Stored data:
___

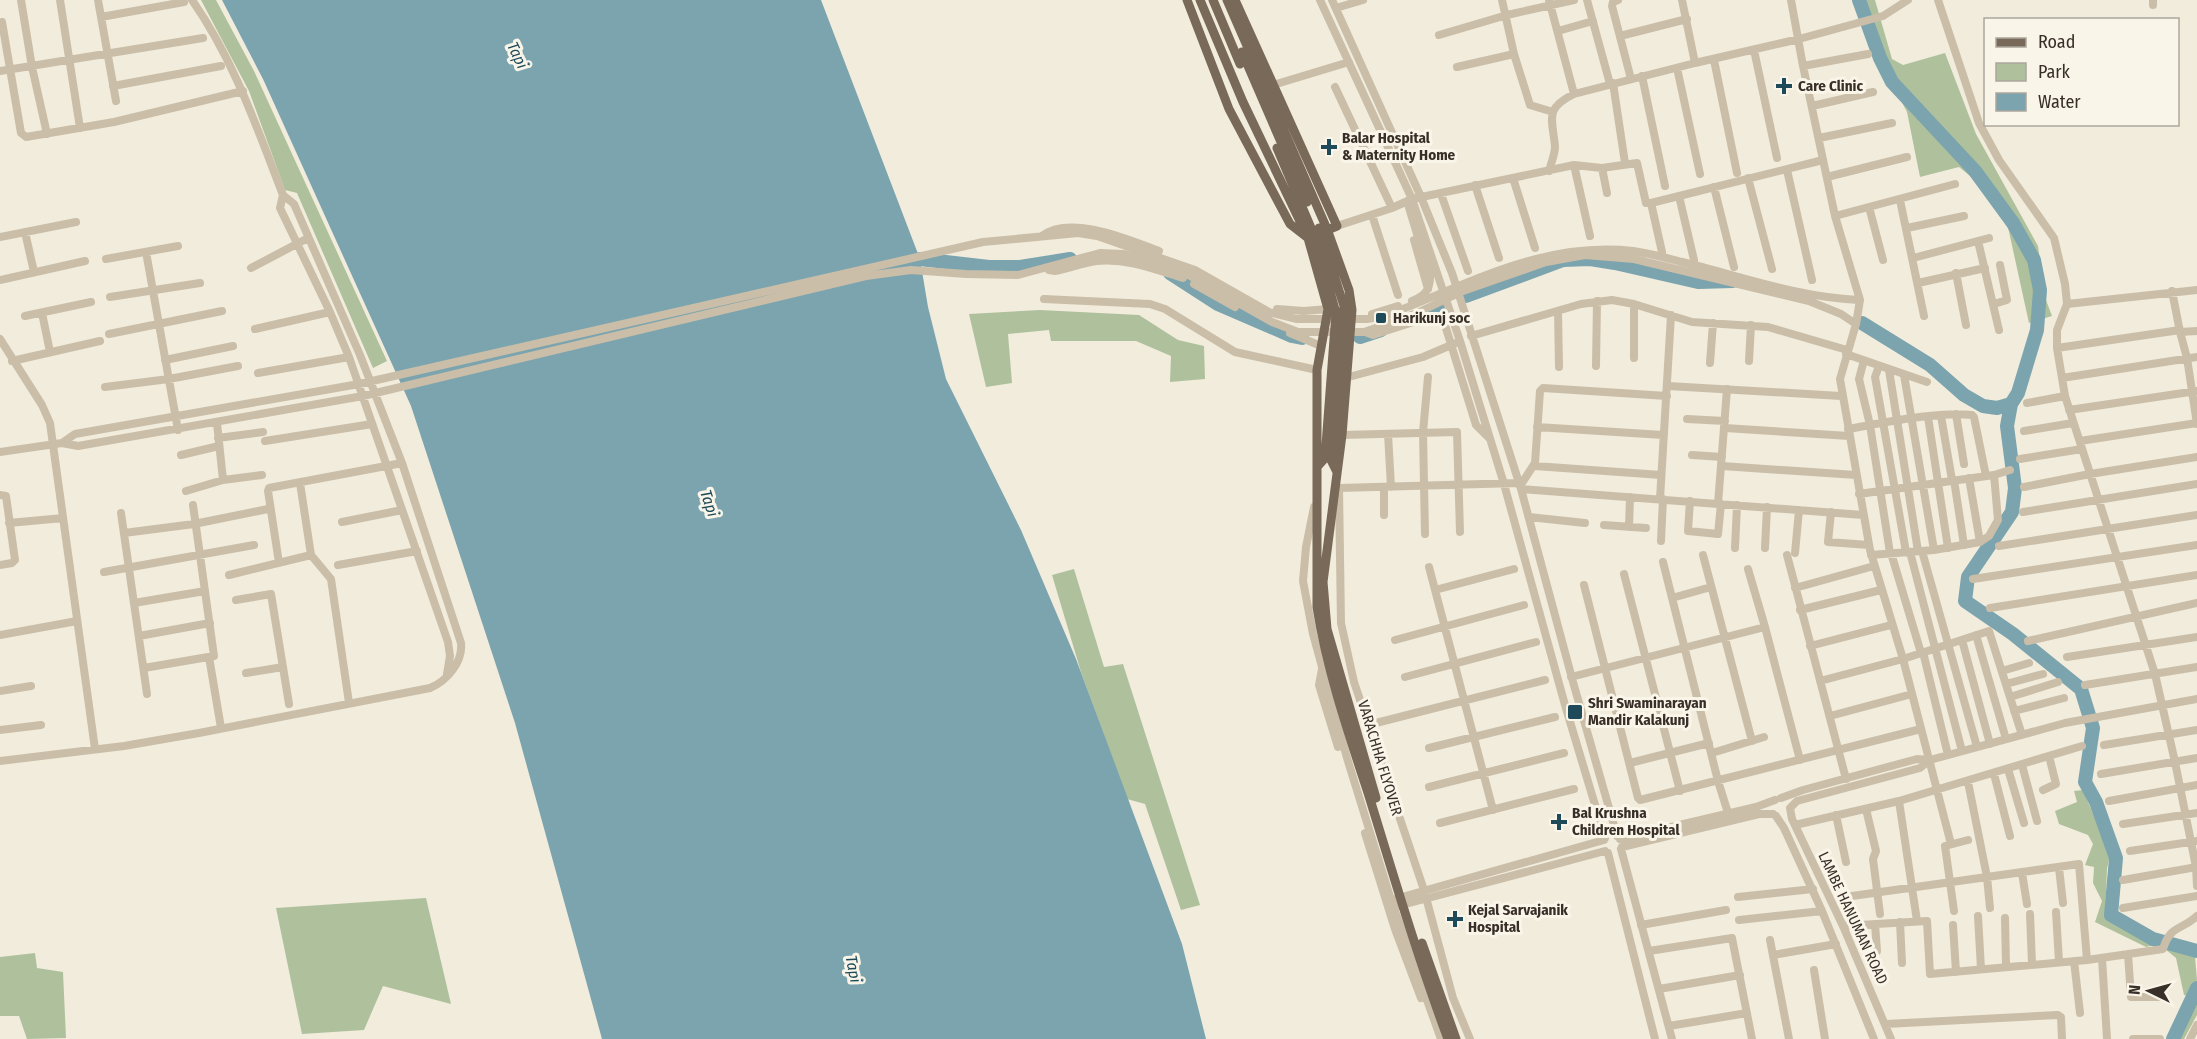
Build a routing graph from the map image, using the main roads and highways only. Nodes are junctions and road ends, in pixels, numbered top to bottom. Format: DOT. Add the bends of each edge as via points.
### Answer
graph roads {
  1 [pos="1187,0"];
  2 [pos="1200,0"];
  3 [pos="1213,0"];
  4 [pos="1220,0"];
  5 [pos="1227,0"];
  6 [pos="1235,0"];
  7 [pos="1317,234"];
  8 [pos="1317,467"];
  9 [pos="1337,475"];
  10 [pos="1320,583"];
  11 [pos="1448,1039"];
  12 [pos="1456,1039"];
  1 -- 7 [label="main road" via="1229,109 1290,224"];
  2 -- 7 [label="main road" via="1243,102"];
  3 -- 7 [label="main road"];
  4 -- 7 [label="main road"];
  5 -- 7 [label="main road"];
  6 -- 7 [label="main road" via="1337,226"];
  7 -- 8 [label="main road, VARACHHA FLYOVER" via="1328,309 1317,370"];
  7 -- 8 [label="main road" via="1336,313 1325,458"];
  7 -- 9 [label="main road" via="1344,306 1331,460"];
  7 -- 9 [label="main road, VARACHHA FLYOVER" via="1348,290 1352,310"];
  8 -- 10 [label="main road, VARACHHA FLYOVER"];
  9 -- 10 [label="main road, VARACHHA FLYOVER"];
  10 -- 11 [label="main road, VARACHHA FLYOVER" via="1317,607 1321,632 1353,747"];
  10 -- 12 [label="main road, VARACHHA FLYOVER" via="1327,629 1359,745"];
}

___

### [Assignment]
Without copying any images, transcribe the records exactly as they stand.

### [Solution to this task]
Build a routing graph from the map image, using the main roads and highways only. Nodes are junctions and road ends, in pixels, numbered top to bottom. Format: DOT. Add the bends of each edge as via points.
### Answer
graph roads {
  1 [pos="1187,0"];
  2 [pos="1200,0"];
  3 [pos="1213,0"];
  4 [pos="1220,0"];
  5 [pos="1227,0"];
  6 [pos="1235,0"];
  7 [pos="1317,234"];
  8 [pos="1317,467"];
  9 [pos="1337,475"];
  10 [pos="1320,583"];
  11 [pos="1448,1039"];
  12 [pos="1456,1039"];
  1 -- 7 [label="main road" via="1229,109 1290,224"];
  2 -- 7 [label="main road" via="1243,102"];
  3 -- 7 [label="main road"];
  4 -- 7 [label="main road"];
  5 -- 7 [label="main road"];
  6 -- 7 [label="main road" via="1337,226"];
  7 -- 8 [label="main road, VARACHHA FLYOVER" via="1328,309 1317,370"];
  7 -- 8 [label="main road" via="1336,313 1325,458"];
  7 -- 9 [label="main road" via="1344,306 1331,460"];
  7 -- 9 [label="main road, VARACHHA FLYOVER" via="1348,290 1352,310"];
  8 -- 10 [label="main road, VARACHHA FLYOVER"];
  9 -- 10 [label="main road, VARACHHA FLYOVER"];
  10 -- 11 [label="main road, VARACHHA FLYOVER" via="1317,607 1321,632 1353,747"];
  10 -- 12 [label="main road, VARACHHA FLYOVER" via="1327,629 1359,745"];
}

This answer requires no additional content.